The development of targeted therapies is expected to accelerate as new targets are identified, as a result, oncology nurses will need to stay up to date on the new medications so they can educate their patients on the way these therapies work as well as the possible side effects of the medications. Unfortunately, many people may have the idea that there are few if any side effects associated with targeted therapy. Although side effects can be less than those of standard chemotherapy, targeted therapies also affect normal cells to some degree.

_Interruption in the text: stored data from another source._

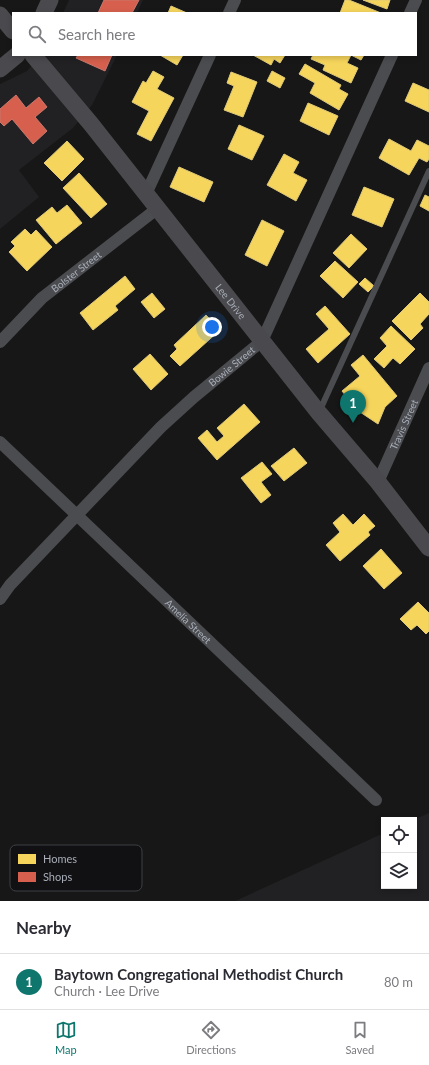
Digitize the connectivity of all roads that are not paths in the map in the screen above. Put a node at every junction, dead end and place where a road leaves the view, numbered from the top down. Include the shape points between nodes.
1 (50, 0) edge
2 (236, 0) edge
3 (416, 0) edge
4 (44, 12) edge
5 (230, 12) edge
6 (410, 12) edge
7 (0, 15) edge
8 (12, 30) edge
9 (16, 56) edge
10 (34, 56) edge
11 (210, 56) edge
12 (392, 56) edge
13 (0, 69) edge
14 (429, 171) edge
15 (146, 194) junction
16 (158, 208) junction
17 (262, 341) junction
18 (0, 342) edge
19 (429, 368) edge
20 (319, 413) junction
21 (0, 442) edge
22 (378, 482) junction
23 (77, 515) junction
24 (429, 548) edge
25 (0, 599) edge
26 (376, 800) dead end

1 - 4 main road
2 - 5 street
3 - 6 street
7 - 8 main road
9 - 13 main road
10 - 15 main road, Lee Drive
11 - 15 street
12 - 17 street, Bowie Street
14 - 20 lane
15 - 16 main road, Lee Drive
16 - 17 main road, Lee Drive
16 - 18 street, Bolster Street via 42,298
17 - 20 main road, Lee Drive
17 - 23 street, Bowie Street via 167,422
19 - 22 street, Travis Street
20 - 22 main road, Lee Drive
21 - 23 street, Amelia Street
22 - 24 main road, Lee Drive
23 - 25 street, Bowie Street via 10,585
23 - 26 street, Amelia Street

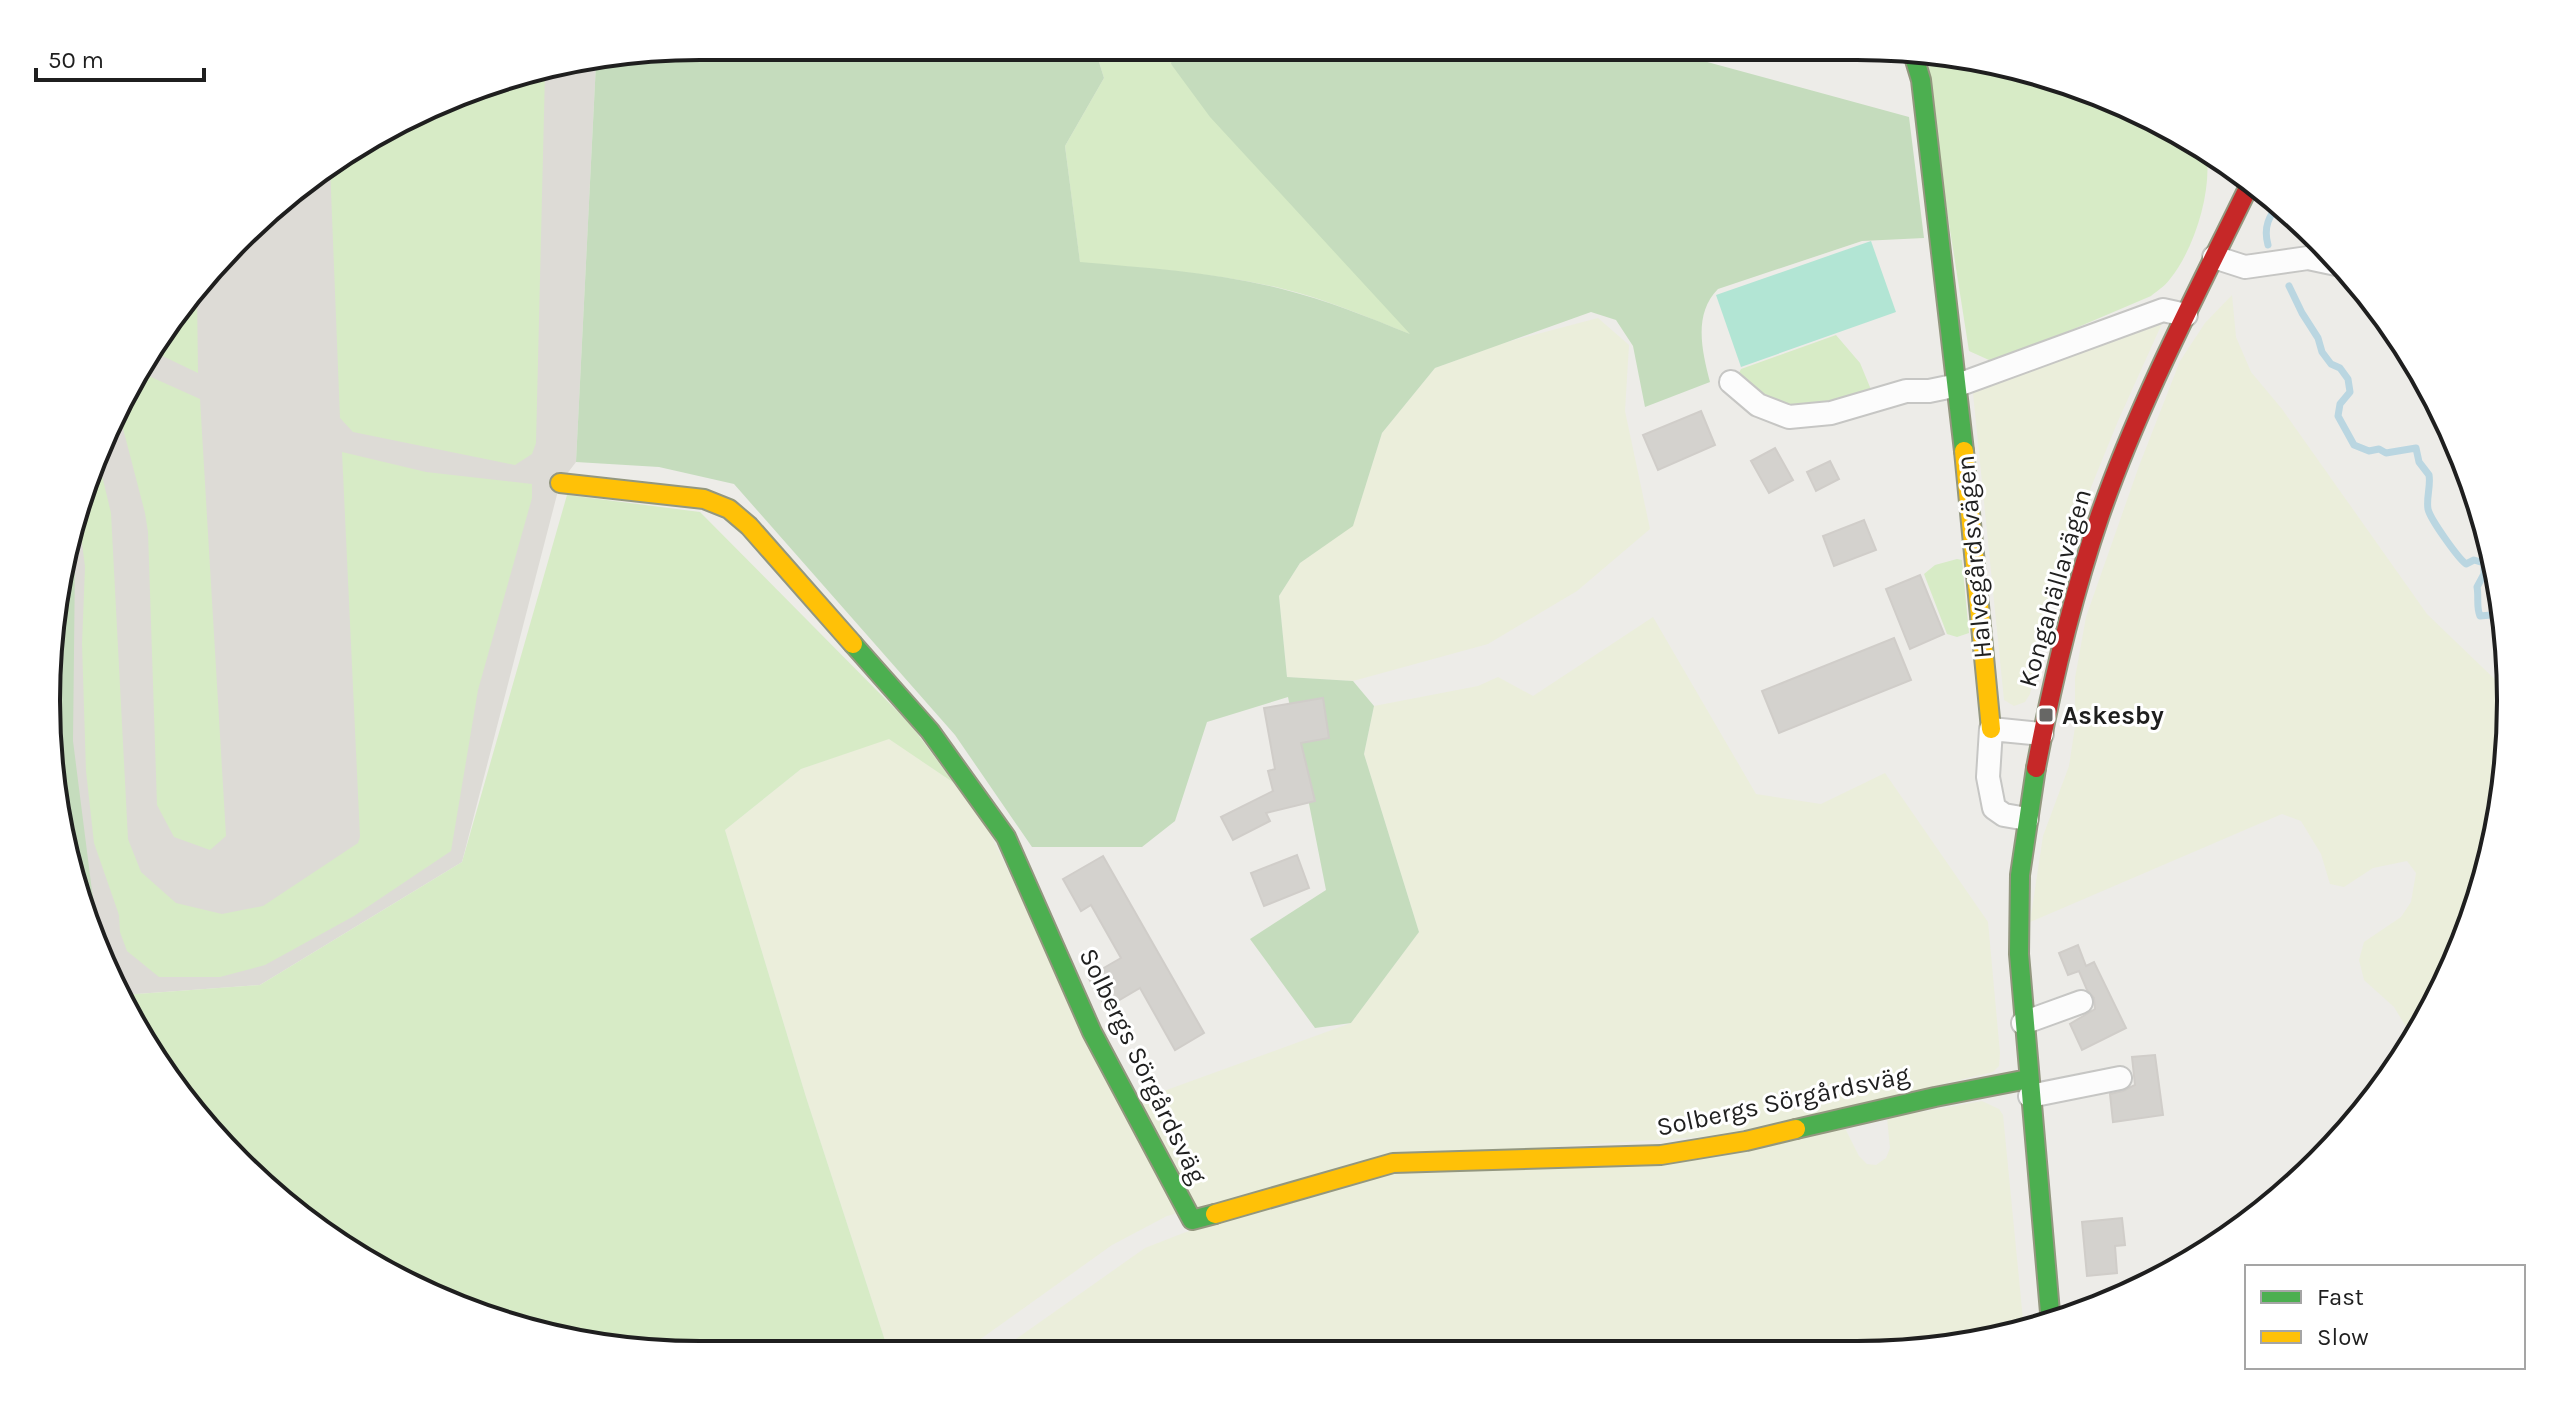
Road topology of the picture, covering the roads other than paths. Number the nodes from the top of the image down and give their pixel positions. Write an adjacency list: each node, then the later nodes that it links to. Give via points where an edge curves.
1 (1916, 63): 7 (street, Halvegårdsvägen)
2 (2246, 192): 3 (street, Kongahällavägen)
3 (2214, 257): 4 (street, via 2245,267); 5 (street, Kongahällavägen)
4 (2321, 261)
5 (2186, 315): 7 (street, via 2163,310); 10 (street, Kongahällavägen, via 2100,515)
6 (1731, 382): 7 (street, via 1758,405 1789,417)
7 (1958, 385): 9 (street, Halvegårdsvägen)
8 (560, 483): 15 (street, Solbergs Sörgårdsväg, via 704,499 729,509 930,731 1006,837 1092,1032 1192,1220 1393,1163 1673,1153 1935,1097)
9 (1991, 729): 10 (street); 11 (street, Halvegårdsvägen, via 1988,777 1994,808)
10 (2042, 734): 11 (street, Kongahällavägen)
11 (2027, 819): 13 (street, Kongahällavägen, via 2019,919)
12 (2081, 1002): 13 (street)
13 (2023, 1023): 15 (street, Kongahällavägen)
14 (2120, 1078): 15 (street)
15 (2029, 1088): 16 (street, Kongahällavägen)
16 (2049, 1311)

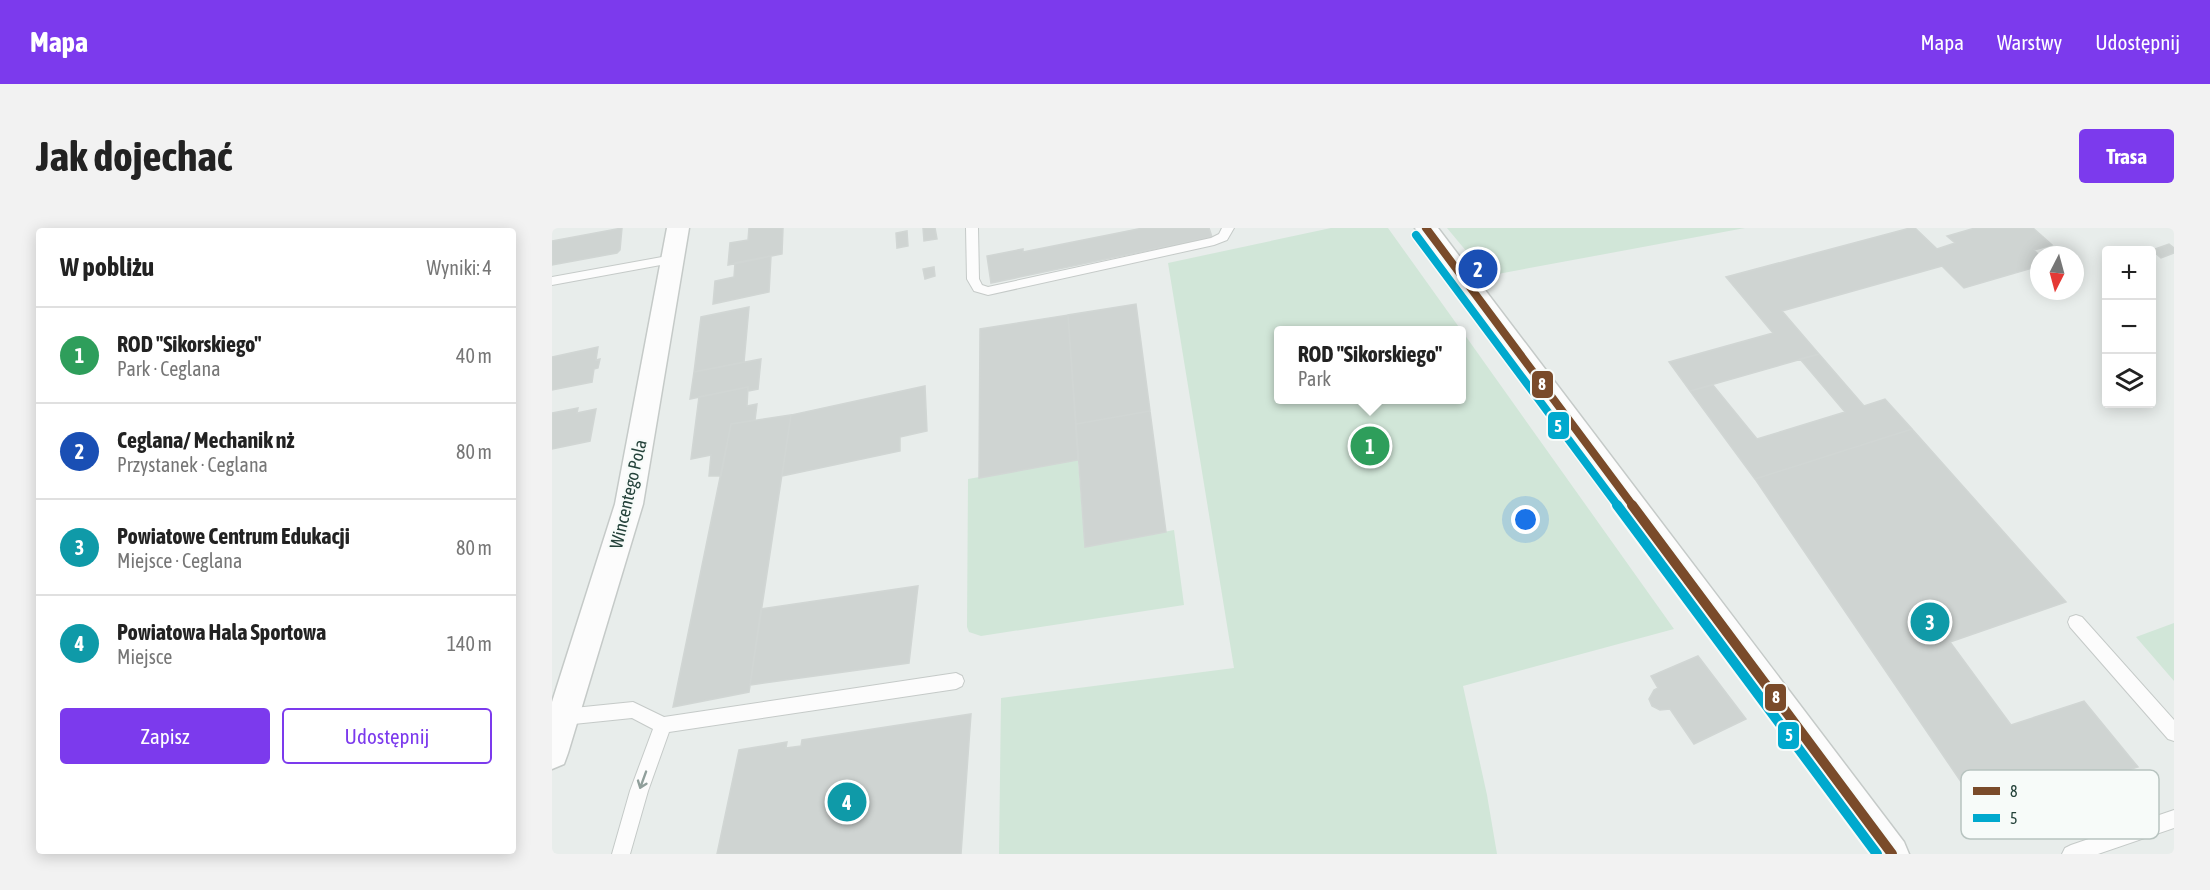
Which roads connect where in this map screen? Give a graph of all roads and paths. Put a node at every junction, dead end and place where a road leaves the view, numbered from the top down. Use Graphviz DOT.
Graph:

So how do nurses keep up on the new therapies? Recently, ONS merged two key special interest groups (SIGs) the Targeted and Biologic Therapies SIG and the Chemotherapy SIG. The new SIG is now called the Chemotherapy and Biotherapy SIG. Another resource I found especially helpful was an animated video titled Understanding Targeted Cancer Therapies presented by the National Institute of Health.